In short, deterrence alone will not assure calm on the peninsula. The way to reduce the risk of further clashes is a peace process in Korea in parallel with renewed negotiations to rein in the North’s nuclear and missile programs. Pyongyang has long said it wants a peace treaty ending the Korean War. Probing whether it means what it says is in South Korean and U.S. security interests, especially now that North Korea is nuclear-armed. Whether the new strategic line of March 31 has ruled out negotiated limits on its nuclear and missile programs needs to be explored as well.
The second problem is that the steps taken to reassure U.S. allies also antagonize China—joint exercises that include flights of B-52 and B-2 bombers or the dispatch of aircraft carriers to Korea, expanding missile defenses, and helping South Korea to develop longer-range ballistic missiles (to add to the long-range cruise missiles it recently deployed). It is utterly unrealistic to expect China to abandon North Korea as the United States moves to shore up its alliances.

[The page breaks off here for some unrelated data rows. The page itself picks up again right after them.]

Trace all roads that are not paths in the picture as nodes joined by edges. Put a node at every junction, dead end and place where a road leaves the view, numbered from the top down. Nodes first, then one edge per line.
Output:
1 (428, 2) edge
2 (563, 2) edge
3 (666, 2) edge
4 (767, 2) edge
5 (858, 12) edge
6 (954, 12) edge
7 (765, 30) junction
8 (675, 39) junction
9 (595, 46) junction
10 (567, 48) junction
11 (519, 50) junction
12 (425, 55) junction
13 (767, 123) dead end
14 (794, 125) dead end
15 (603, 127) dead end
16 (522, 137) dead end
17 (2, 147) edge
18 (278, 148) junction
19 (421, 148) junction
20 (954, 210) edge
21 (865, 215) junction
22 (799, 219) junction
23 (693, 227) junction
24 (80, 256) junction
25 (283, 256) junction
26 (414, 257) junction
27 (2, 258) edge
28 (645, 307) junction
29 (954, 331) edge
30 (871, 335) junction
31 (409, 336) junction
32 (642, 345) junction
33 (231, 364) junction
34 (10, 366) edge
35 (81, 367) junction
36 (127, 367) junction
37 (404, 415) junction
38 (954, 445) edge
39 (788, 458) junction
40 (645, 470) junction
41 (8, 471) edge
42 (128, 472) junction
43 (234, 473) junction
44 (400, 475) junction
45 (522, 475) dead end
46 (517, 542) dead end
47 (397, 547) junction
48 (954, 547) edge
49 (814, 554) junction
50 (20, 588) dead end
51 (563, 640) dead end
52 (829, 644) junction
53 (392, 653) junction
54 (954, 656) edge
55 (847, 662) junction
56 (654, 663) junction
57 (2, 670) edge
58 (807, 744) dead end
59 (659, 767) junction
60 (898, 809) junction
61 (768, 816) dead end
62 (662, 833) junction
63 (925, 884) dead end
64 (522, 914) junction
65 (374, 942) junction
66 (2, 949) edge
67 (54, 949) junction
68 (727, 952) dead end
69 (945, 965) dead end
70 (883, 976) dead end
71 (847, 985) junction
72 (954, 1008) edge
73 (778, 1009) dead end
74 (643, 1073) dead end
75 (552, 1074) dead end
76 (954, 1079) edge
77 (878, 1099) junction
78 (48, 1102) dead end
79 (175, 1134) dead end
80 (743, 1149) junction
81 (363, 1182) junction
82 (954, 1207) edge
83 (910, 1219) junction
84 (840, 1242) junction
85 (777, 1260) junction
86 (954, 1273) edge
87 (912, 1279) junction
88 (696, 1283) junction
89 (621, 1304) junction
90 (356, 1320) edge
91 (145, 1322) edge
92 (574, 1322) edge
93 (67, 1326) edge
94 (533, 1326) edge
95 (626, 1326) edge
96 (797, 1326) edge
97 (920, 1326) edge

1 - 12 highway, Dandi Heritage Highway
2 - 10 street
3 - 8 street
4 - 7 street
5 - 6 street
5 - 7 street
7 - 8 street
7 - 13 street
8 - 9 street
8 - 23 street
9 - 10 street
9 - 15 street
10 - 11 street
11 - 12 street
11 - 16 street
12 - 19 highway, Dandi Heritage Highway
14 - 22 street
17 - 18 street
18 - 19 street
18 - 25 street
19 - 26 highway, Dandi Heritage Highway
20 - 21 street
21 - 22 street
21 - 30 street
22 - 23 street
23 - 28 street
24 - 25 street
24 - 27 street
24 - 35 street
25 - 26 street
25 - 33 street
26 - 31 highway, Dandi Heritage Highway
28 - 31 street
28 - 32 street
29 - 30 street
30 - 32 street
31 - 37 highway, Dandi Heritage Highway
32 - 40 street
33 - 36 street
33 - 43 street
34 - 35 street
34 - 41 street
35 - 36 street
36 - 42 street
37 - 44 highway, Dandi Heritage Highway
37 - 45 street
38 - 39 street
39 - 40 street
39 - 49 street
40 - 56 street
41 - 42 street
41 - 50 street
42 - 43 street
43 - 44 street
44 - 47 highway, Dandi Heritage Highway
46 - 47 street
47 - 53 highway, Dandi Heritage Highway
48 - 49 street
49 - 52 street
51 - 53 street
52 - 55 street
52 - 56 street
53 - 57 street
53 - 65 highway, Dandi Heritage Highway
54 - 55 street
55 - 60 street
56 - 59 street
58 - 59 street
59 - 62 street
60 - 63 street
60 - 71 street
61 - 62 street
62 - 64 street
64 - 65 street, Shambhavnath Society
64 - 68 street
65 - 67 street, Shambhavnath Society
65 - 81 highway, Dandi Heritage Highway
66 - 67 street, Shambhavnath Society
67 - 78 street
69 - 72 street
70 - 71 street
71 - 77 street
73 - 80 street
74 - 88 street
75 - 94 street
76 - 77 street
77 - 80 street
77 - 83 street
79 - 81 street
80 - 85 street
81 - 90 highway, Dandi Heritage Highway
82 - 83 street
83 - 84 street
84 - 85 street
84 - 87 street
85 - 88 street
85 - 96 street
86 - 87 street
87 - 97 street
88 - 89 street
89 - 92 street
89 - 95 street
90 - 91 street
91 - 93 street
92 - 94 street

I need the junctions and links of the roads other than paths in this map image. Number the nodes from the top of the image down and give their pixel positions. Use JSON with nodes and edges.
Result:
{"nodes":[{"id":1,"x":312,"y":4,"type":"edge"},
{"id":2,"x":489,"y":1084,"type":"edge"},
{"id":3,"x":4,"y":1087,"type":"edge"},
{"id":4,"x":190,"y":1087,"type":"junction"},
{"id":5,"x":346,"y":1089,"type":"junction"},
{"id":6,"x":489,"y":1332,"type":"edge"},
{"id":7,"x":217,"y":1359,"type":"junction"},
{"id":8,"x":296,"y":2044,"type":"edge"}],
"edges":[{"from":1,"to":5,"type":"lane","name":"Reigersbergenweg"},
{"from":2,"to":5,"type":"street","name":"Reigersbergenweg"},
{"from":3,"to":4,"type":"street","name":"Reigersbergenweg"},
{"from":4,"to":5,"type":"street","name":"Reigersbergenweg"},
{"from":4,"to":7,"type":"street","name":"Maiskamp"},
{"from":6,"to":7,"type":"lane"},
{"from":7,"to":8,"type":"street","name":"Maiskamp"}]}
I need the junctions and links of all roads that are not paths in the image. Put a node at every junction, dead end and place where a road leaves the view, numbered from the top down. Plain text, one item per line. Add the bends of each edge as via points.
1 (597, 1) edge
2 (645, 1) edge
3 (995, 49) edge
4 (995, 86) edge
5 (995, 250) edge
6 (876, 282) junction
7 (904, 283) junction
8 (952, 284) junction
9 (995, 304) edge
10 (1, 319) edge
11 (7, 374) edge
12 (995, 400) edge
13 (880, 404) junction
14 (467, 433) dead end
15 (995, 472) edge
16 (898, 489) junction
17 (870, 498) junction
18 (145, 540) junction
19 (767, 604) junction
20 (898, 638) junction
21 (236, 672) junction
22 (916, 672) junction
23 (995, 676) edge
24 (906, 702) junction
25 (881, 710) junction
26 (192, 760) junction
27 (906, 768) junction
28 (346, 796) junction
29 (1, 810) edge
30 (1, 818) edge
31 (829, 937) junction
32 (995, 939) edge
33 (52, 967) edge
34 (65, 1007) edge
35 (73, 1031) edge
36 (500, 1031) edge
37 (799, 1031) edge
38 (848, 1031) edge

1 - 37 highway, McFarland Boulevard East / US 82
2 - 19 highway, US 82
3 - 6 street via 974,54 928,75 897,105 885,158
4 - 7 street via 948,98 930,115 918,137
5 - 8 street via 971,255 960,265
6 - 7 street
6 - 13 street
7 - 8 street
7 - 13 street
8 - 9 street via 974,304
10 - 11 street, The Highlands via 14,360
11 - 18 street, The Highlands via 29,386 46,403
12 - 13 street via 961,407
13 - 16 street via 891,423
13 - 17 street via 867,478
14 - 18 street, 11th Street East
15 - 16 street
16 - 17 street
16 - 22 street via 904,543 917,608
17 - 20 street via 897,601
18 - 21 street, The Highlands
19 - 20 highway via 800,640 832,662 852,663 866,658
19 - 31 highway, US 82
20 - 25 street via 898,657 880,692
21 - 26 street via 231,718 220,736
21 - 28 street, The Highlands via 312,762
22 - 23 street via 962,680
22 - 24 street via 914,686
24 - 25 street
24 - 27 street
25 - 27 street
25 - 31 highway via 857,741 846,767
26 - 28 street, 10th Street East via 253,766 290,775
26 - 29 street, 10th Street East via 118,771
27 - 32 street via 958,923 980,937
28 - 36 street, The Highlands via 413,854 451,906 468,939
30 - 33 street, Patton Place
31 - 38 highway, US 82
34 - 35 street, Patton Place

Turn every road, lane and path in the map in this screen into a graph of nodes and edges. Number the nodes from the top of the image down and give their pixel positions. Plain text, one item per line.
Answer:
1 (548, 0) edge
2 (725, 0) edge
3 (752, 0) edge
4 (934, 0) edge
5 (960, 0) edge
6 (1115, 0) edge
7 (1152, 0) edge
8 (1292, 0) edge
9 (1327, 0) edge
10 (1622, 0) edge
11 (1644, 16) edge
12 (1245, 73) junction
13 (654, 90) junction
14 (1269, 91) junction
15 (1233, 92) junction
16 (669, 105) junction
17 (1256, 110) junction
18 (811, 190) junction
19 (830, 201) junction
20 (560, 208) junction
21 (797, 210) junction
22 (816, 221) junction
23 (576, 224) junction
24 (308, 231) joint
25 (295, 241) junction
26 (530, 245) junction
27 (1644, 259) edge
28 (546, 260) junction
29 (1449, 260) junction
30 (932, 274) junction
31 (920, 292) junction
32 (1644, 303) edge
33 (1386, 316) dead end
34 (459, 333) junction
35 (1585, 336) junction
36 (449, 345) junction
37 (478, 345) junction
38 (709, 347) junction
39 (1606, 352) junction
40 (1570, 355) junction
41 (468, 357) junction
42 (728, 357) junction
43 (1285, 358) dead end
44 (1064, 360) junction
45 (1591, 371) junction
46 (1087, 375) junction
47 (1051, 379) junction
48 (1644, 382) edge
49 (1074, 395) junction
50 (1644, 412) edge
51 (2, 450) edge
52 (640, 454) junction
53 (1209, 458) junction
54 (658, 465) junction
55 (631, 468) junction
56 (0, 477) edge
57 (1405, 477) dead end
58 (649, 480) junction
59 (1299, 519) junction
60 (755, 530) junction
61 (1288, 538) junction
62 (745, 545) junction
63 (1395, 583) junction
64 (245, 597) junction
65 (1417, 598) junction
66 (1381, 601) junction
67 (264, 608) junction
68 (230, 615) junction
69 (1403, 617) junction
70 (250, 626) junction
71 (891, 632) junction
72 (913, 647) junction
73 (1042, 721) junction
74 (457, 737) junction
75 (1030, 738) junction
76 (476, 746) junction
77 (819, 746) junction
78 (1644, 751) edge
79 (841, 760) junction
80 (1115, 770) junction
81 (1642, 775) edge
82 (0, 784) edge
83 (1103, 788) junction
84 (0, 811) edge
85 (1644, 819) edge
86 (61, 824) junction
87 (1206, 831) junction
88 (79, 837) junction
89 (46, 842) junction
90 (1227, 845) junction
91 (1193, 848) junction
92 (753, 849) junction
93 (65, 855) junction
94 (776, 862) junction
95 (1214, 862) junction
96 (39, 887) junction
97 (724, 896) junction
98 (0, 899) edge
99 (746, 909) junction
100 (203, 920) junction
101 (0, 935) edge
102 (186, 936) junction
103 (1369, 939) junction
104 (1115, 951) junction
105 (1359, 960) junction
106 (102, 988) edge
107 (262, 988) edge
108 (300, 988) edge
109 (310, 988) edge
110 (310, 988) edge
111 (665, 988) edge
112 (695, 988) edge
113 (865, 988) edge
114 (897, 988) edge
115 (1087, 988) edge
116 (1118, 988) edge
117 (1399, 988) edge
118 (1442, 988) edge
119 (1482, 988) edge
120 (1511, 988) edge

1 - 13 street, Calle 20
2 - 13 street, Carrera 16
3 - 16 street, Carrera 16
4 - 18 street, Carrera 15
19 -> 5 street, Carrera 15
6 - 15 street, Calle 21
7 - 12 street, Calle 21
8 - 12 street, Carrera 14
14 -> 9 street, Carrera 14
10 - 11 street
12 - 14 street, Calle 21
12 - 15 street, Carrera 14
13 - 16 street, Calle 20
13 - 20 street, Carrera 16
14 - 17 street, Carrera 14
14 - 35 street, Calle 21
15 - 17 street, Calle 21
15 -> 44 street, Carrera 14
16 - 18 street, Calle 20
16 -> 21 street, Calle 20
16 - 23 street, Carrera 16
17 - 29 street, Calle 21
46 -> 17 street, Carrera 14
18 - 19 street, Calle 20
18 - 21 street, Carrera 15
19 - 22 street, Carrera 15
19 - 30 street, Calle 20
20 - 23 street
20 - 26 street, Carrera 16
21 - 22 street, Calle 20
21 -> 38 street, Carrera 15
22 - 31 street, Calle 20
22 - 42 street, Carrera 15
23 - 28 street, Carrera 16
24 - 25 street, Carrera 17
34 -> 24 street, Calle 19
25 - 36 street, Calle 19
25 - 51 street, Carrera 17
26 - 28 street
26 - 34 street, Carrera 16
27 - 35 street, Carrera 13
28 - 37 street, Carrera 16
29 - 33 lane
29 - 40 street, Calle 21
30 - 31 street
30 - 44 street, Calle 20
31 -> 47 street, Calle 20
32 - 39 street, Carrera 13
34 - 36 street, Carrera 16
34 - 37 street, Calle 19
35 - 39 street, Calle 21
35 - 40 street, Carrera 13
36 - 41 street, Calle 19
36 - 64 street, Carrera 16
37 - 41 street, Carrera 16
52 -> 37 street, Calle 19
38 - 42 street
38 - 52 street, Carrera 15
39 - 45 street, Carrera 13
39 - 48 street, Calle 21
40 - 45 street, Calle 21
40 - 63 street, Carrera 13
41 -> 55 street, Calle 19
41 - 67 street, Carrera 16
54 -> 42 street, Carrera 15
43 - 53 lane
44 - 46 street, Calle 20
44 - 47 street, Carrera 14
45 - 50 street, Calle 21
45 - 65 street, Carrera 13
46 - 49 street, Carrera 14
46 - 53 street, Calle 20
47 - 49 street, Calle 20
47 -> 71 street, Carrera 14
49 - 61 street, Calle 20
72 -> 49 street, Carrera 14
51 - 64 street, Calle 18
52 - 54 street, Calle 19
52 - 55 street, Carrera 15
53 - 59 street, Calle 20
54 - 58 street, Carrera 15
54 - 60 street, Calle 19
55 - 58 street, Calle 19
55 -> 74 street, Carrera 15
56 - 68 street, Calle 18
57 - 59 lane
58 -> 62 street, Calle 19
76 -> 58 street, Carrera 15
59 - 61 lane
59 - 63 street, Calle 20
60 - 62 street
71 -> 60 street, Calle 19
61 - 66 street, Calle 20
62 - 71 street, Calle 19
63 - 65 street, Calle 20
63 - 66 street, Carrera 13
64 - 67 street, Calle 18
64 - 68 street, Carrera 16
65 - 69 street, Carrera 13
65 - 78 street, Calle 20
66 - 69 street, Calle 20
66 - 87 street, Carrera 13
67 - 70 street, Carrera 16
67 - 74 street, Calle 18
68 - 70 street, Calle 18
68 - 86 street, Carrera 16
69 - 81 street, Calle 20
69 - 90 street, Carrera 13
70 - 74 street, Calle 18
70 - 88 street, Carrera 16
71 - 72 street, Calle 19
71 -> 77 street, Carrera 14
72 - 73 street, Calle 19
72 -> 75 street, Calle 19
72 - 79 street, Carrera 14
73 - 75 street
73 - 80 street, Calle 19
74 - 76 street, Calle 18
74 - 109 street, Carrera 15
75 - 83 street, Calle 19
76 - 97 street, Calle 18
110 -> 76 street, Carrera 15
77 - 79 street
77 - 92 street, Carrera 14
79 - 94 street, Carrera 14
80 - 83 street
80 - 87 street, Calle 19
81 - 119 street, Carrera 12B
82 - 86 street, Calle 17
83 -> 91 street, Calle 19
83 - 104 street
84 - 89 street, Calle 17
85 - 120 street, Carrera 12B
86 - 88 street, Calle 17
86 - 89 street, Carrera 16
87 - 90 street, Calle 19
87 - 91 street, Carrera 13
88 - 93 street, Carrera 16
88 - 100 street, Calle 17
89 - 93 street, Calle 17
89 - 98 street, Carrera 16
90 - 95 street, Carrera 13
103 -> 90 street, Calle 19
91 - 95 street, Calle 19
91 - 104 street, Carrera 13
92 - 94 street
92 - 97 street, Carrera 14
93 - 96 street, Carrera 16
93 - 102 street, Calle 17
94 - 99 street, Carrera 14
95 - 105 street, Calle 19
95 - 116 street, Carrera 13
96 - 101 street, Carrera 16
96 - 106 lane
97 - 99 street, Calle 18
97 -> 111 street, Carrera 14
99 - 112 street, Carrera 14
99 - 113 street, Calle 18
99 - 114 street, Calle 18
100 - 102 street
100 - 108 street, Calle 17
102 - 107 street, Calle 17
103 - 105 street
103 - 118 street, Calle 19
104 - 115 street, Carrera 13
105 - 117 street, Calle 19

No chorus of disclaimers from Washington will persuade Beijing that the U.S. military rebalancing to Asia is not aimed at containing it. Washington needs to accompany it with a political and diplomatic rebalancing toward China, and encourage its allies to do the same. Cooperation has to be a two-way street.
A sustained effort at rapprochement could include bilateral discussion of urgent security issues, including exploring a naval no-go zone along China’s coast in return for China’s acceptance of a comparable buffer zone in the waters off Japan, greater U.S. restraint in arming Taiwan in return for greater Chinese transparency about its military plans and programs and tension-easing in the South China Sea.
Revived accommodation could also involve sustained military-to-military talks to address the two states’ mutual vulnerability through mutual restraint in the domains of cyberspace, nuclear weaponry and space. That might include commitments to forgo cyber attacks on each other’s critical infrastructure, acknowledgement of mutual deterrence (U.S. acceptance of China’s retaliatory capability as legitimate or a pledge of no first use of nuclear weapons against each other), and a ban on attacks on or interference with one another’s satellites.
Such an approach would benefit South Korea, which does not want to be entrapped in a revived cold war between the United States and China. It could also ease pressure on President Park Guen-hye from her party’s right wing to shy away from engagement with North Korea, even though it is in South Korea’s interest to nurture much-needed change in the North and counter rising Chinese economic influence there.
Easing of U.S. tensions with China could also counter the rise of rightists in Japan’s Diet who believe in a Japan that can “say no” to the United States and who are pressing Prime Minister Shinzo Abe to confront China in order to expose U.S. unreliability. Realists in Tokyo still support both the U.S. alliance and engagement with China, as do most Japanese and the business community, which depends on China trade.
The only way to head off looming instability in Asia is to try to move toward peace in Korea and rapprochement with China. Sustained diplomacy and political rebalancing may not succeed, but unlike more stringent sanctions, more muscular deterrence, diplomatic disengagement and military rebalancing, they just might work.
Leon V. Sigal is director of the Northeast Asia Cooperative Security Project at the Social Science Research Council in New York.